◆ **TO DO**
Could you filter the records below down to the lines that include the word "Right"?

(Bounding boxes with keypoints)

____________

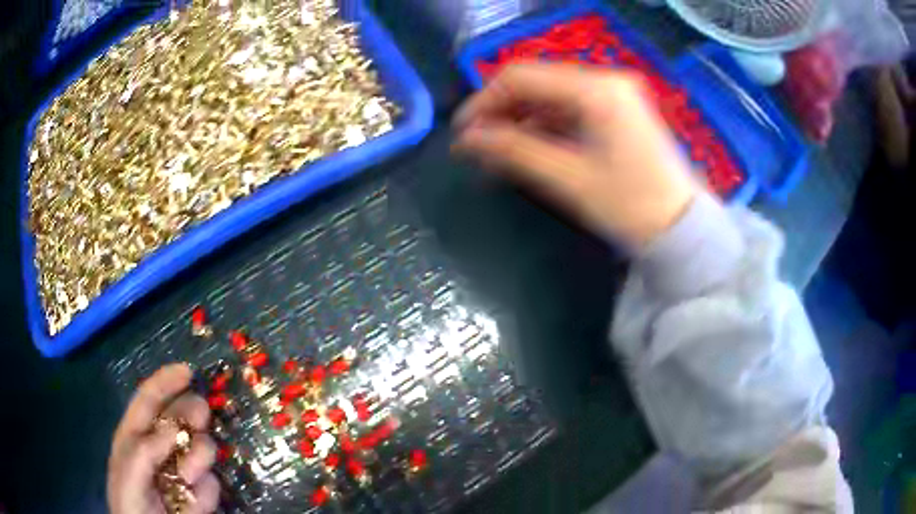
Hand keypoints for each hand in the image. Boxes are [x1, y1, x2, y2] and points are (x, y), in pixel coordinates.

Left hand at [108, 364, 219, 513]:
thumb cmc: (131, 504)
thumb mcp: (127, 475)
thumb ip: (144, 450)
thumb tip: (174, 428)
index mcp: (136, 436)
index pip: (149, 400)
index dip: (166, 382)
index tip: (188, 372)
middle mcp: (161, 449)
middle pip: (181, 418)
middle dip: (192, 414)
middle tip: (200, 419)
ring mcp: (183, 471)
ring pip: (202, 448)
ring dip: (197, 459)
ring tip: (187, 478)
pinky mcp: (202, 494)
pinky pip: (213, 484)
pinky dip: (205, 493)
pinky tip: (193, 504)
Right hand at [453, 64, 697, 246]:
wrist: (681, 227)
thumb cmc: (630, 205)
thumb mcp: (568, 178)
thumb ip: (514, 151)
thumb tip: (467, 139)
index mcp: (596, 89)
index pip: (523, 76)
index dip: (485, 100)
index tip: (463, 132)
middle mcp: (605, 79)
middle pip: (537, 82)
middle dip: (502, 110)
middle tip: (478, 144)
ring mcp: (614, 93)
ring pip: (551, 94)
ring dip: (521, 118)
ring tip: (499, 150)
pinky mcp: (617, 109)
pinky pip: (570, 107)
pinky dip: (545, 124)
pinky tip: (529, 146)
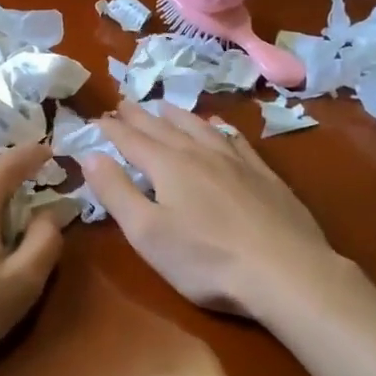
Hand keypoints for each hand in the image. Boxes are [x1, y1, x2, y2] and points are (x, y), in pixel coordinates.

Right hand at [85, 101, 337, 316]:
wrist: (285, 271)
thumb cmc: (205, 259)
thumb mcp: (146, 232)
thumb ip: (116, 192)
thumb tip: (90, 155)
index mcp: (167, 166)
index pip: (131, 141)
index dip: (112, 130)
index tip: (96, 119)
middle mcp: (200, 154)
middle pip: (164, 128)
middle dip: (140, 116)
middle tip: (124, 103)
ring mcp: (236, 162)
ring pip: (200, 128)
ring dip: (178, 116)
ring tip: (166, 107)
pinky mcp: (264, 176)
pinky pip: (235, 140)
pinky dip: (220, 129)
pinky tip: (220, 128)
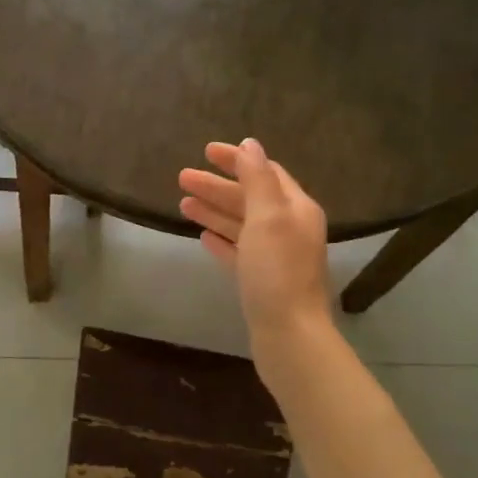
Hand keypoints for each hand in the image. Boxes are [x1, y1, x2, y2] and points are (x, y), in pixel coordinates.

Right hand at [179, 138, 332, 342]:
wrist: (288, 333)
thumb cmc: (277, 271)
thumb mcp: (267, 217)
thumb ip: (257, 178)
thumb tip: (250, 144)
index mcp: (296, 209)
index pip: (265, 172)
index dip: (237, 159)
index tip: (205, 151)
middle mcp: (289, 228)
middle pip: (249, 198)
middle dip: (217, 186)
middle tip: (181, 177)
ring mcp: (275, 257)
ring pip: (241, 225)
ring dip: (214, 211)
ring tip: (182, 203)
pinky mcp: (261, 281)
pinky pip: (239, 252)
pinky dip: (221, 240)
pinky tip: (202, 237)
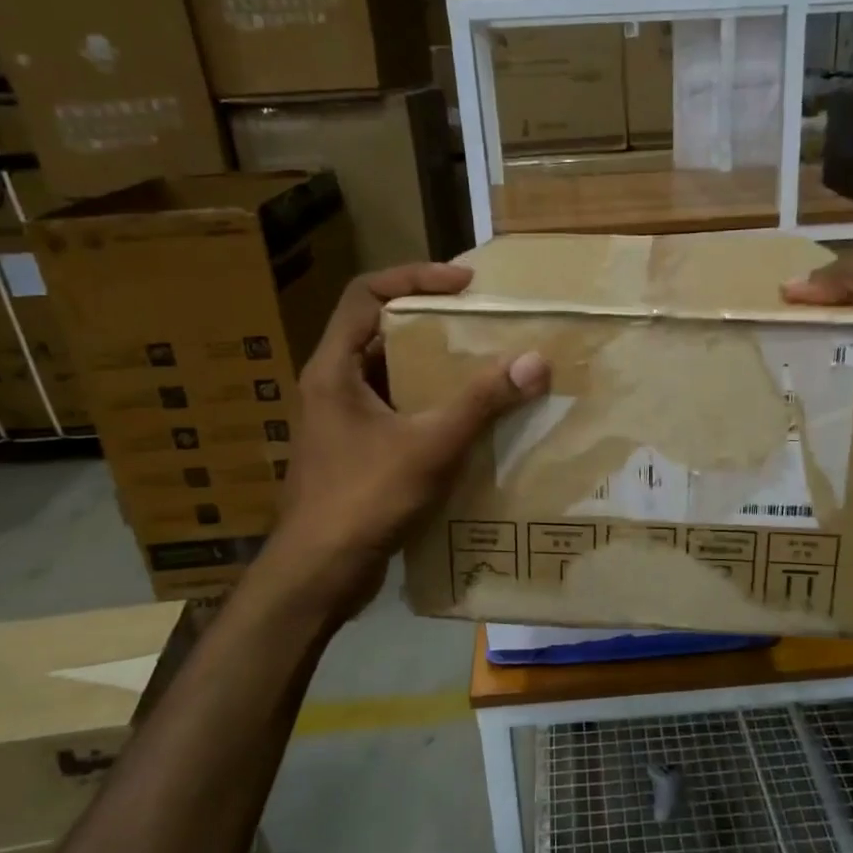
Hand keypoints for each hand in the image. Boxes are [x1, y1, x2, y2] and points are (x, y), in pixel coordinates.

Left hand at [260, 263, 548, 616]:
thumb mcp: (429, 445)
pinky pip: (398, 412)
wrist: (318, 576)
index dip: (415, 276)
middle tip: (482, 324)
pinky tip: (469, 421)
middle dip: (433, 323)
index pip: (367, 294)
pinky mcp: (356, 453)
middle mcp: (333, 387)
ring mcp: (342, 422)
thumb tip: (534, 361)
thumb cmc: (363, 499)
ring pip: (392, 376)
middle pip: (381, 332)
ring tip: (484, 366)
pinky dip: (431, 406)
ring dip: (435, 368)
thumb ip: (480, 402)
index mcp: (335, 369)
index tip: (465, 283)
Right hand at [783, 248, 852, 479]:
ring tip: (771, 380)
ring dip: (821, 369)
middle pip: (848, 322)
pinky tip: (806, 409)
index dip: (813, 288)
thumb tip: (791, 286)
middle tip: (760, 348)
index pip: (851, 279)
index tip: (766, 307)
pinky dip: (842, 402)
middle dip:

____________

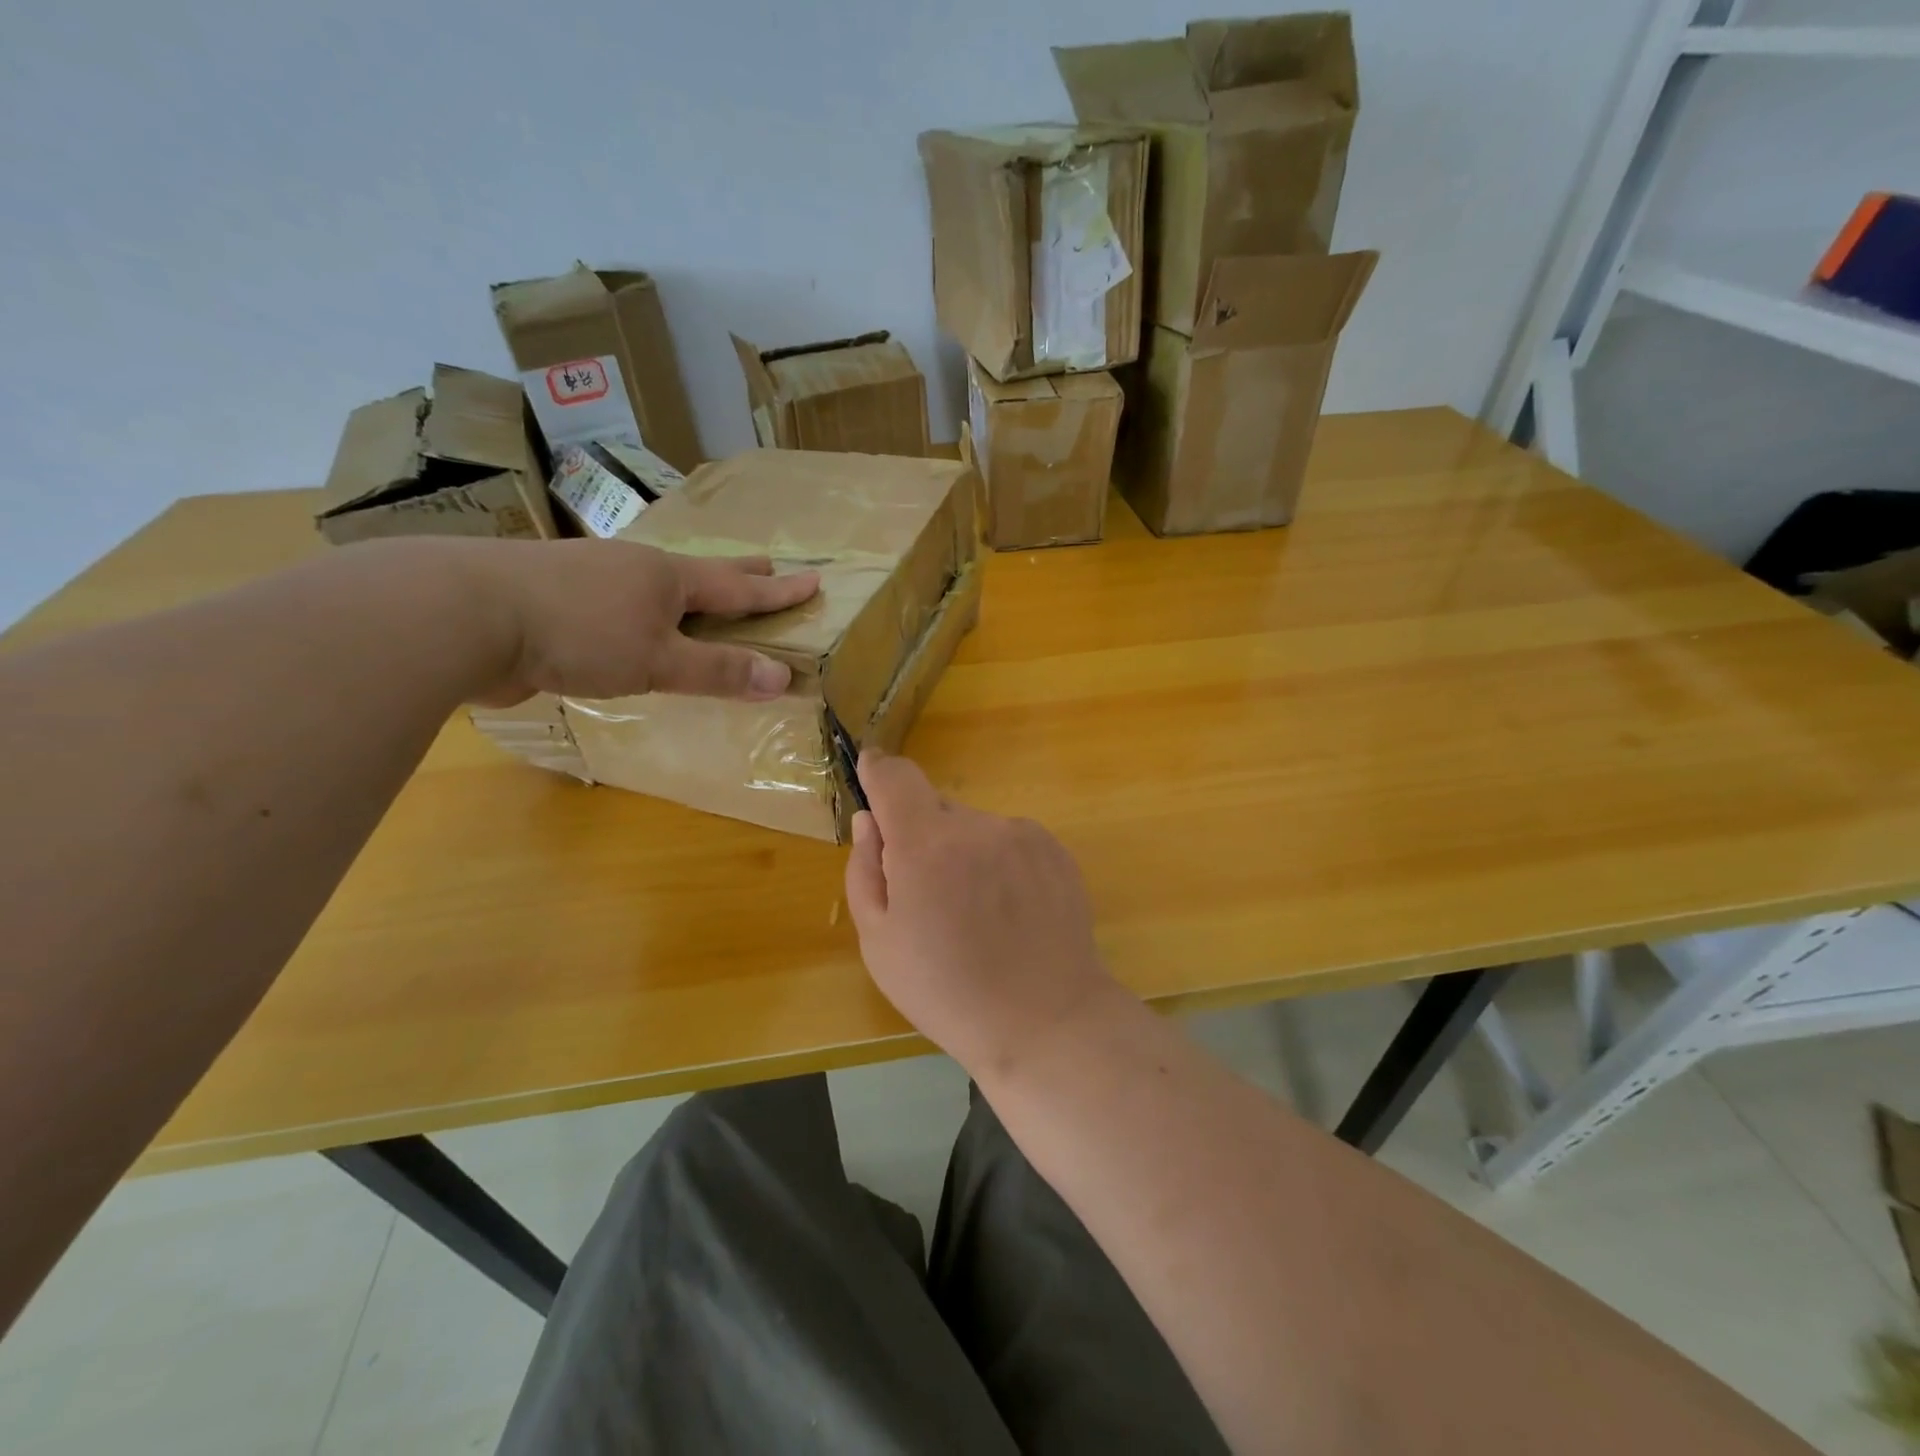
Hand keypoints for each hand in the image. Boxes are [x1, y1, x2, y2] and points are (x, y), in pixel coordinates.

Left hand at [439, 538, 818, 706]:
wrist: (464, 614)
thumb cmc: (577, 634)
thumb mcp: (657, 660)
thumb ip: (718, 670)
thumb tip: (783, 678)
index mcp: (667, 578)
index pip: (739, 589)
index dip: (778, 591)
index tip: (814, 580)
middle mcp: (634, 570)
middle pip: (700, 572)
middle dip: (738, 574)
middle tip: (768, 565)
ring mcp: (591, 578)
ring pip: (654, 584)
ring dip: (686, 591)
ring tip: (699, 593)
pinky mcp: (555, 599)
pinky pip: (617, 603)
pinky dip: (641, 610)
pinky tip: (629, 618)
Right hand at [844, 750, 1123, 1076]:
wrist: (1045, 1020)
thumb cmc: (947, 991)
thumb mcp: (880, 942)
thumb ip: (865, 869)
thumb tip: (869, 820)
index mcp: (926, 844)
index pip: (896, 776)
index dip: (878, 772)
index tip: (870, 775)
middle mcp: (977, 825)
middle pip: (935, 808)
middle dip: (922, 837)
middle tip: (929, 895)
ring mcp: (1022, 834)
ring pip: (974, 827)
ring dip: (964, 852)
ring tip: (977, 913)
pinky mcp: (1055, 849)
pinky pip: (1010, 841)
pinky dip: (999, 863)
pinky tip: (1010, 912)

____________

◆ **RESULT FOR THIS EXERCISE**
Right hand at [453, 64, 697, 246]:
Right hand at [85, 101, 337, 316]:
Right hand at [179, 138, 332, 342]:
Right hand at [783, 248, 852, 479]:
Right hand at [844, 750, 1123, 1076]:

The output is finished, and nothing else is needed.